I have okay teeth actually, or so I thought. Over the past 10 to 15 years, one of my two lower front gnashers has begun to turn sidewards, pressured by all the ones behind. I barely noticed it happening (I even dared to think it was cute) but dad finds this acutely worrying. ‘If you ever wanted to go on TV,’ he’ll start, again apropos of nothing. It’s at this point that I protest that if I ever even dreamed of getting on TV — humiliating myself on First Dates, trying to become an even sexier Eddie Mair — there are at least 17 other factors that would stop me. However, watching telly recently I’ve begun to see that he might have a point.

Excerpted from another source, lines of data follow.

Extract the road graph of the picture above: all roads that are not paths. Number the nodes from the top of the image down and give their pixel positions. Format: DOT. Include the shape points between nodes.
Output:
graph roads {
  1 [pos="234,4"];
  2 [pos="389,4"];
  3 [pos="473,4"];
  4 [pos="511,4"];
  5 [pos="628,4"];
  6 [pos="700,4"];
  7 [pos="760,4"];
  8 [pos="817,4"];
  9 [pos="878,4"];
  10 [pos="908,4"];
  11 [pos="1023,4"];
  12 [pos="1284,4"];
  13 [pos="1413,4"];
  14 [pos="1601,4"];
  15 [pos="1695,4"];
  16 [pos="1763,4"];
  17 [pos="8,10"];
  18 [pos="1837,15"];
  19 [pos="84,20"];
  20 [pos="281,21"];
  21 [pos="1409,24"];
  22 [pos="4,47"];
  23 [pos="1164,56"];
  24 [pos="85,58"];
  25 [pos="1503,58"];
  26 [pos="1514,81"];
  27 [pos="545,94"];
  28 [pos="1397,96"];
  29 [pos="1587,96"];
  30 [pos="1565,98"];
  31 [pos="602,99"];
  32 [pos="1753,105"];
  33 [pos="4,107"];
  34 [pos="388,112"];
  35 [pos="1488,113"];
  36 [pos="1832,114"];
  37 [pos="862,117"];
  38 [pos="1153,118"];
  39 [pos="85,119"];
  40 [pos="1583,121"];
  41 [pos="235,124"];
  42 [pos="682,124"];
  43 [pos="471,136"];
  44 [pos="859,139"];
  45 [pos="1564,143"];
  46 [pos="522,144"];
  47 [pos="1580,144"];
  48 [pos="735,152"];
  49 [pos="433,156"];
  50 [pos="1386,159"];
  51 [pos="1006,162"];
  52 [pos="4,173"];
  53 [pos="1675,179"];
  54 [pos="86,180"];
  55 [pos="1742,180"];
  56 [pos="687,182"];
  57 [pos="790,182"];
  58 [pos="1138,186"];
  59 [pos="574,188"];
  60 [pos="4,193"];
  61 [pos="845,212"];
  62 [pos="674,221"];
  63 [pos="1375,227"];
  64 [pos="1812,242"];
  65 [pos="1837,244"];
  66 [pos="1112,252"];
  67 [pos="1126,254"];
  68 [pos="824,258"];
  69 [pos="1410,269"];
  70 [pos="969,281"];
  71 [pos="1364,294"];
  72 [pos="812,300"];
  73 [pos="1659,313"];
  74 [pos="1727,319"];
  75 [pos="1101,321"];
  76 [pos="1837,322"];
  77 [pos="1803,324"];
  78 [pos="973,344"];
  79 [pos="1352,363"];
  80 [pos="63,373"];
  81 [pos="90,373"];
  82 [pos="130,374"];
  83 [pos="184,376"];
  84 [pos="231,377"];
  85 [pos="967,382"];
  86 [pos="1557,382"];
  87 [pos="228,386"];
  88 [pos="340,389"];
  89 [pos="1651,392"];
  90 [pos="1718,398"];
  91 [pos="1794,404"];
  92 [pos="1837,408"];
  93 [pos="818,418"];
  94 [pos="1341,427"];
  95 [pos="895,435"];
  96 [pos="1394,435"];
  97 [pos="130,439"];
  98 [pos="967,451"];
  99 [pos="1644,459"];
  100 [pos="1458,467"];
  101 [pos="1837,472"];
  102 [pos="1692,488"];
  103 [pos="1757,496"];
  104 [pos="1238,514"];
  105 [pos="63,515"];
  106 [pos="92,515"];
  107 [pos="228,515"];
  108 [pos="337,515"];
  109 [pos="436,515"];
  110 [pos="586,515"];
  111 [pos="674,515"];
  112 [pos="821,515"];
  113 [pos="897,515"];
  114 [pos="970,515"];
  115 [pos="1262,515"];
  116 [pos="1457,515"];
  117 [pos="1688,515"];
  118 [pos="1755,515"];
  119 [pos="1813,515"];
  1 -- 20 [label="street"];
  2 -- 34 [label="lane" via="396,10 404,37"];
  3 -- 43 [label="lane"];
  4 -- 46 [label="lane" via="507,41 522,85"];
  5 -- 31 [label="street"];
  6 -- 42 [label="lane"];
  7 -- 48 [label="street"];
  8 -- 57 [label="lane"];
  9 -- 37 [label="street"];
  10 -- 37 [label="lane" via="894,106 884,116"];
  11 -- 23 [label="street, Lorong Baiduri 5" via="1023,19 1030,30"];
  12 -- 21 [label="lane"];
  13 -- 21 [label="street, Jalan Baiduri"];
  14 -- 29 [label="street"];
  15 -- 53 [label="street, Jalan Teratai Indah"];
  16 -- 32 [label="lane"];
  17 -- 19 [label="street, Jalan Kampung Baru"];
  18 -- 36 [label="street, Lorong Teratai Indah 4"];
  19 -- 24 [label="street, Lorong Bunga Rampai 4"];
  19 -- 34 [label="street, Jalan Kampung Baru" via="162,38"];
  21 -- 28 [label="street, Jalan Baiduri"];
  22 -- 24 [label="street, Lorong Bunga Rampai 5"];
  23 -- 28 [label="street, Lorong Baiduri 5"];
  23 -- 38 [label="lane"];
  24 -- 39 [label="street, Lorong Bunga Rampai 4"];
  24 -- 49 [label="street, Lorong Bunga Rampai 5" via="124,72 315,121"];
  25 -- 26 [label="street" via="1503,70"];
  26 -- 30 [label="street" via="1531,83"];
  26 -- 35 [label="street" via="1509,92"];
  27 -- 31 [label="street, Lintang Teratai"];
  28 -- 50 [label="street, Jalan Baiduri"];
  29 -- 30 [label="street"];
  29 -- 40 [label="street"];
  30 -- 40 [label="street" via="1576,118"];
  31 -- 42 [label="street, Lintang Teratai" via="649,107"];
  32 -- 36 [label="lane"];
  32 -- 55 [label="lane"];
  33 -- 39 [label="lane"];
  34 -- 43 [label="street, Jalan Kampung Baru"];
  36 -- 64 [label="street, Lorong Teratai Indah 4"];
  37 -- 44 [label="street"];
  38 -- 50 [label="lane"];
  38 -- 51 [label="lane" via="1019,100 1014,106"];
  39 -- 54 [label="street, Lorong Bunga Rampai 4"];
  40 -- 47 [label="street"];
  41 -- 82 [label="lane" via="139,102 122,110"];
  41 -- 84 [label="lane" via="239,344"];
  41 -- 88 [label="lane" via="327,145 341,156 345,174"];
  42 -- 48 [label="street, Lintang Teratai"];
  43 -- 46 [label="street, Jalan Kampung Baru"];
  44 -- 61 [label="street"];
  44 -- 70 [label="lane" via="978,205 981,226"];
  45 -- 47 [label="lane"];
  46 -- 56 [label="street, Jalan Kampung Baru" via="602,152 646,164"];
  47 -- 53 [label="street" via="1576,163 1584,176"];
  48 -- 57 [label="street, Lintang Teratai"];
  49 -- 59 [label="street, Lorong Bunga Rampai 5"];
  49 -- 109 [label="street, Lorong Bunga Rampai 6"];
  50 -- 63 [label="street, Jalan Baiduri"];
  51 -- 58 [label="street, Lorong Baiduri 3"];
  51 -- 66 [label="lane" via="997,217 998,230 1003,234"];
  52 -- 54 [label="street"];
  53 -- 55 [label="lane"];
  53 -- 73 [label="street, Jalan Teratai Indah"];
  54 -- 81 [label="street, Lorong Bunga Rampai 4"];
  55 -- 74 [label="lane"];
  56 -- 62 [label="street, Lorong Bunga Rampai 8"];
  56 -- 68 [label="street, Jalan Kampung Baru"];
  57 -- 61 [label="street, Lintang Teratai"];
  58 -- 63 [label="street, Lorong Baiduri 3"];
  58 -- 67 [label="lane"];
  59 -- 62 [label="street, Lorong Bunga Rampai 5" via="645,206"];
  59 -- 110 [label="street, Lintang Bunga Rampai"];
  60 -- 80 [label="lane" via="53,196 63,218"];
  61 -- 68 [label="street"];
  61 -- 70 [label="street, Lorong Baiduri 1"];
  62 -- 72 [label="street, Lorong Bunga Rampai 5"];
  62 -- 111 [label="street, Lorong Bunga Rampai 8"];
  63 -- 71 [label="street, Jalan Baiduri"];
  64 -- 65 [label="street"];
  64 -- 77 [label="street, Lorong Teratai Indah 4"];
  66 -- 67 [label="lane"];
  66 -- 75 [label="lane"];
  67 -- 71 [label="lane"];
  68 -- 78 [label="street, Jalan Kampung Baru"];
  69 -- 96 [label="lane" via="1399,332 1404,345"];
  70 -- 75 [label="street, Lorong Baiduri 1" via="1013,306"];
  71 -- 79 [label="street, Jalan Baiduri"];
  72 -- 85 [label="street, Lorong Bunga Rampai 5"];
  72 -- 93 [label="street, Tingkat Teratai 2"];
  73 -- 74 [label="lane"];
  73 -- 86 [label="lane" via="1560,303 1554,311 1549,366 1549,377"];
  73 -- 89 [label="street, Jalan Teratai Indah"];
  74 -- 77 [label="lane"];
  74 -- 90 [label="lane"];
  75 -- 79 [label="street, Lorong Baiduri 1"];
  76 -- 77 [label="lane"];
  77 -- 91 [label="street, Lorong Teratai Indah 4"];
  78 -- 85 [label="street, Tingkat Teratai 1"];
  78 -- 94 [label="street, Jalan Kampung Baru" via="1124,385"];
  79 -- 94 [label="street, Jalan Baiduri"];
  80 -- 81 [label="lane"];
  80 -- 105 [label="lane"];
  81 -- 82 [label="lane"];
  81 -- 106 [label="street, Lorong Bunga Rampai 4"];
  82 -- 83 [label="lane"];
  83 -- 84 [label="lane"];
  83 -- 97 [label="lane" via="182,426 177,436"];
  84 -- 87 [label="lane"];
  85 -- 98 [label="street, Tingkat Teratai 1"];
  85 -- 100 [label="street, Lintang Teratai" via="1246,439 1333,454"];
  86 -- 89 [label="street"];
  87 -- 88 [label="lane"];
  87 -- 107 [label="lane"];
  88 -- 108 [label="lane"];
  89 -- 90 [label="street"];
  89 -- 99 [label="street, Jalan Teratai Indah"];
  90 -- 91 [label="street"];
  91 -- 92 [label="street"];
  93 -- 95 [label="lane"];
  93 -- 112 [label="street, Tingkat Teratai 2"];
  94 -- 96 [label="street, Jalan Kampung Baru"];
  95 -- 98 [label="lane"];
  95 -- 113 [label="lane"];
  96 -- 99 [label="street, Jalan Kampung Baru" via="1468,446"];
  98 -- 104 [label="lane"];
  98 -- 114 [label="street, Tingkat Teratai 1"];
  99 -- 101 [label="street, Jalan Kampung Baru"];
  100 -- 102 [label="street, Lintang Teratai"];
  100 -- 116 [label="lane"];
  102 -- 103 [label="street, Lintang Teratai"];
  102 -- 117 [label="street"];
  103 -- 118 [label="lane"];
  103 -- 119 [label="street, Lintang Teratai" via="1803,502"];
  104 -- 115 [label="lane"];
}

First, I watched a reality show on which one contestant’s teeth were, let’s kindly say, ‘British’; next, I saw another featuring a guest with terrifying, super-aligned ice-white veneers. Both felt like extremes, and both looked very exposing. Teeth, I realise, are the kind of thing that you can afford to feel very relaxed and liberal about, until your own start caving in. I was also going to advance a thesis that we Brits still don’t care, and well done us — until I counted my friends who’ve had something done over the years. One, two. Three, four, five, six. In each case I’d said, ‘Okay, but you really don’t need to,’ and in each case I’d meant it, but I can’t deny they look better. I just don’t want us all to go the full Simon Cowell, if that’s okay.

My only other complaint about my teeth is that they’re pretty yellowed, from a good 20 years spent glugging coffee. Oddly enough this is also down to my dad. When I was 13, he decided I needed to start drinking it every morning because I was so shockingly awful at waking up. Looking back, there’s probably something quite off in making your young child mainline caffeine, but I can’t deny I needed it. I had things to do, I had grades to get. As for the curve in my lower set, we agree to disagree. Still, in both cases, I guess I’m quite touched by his concern.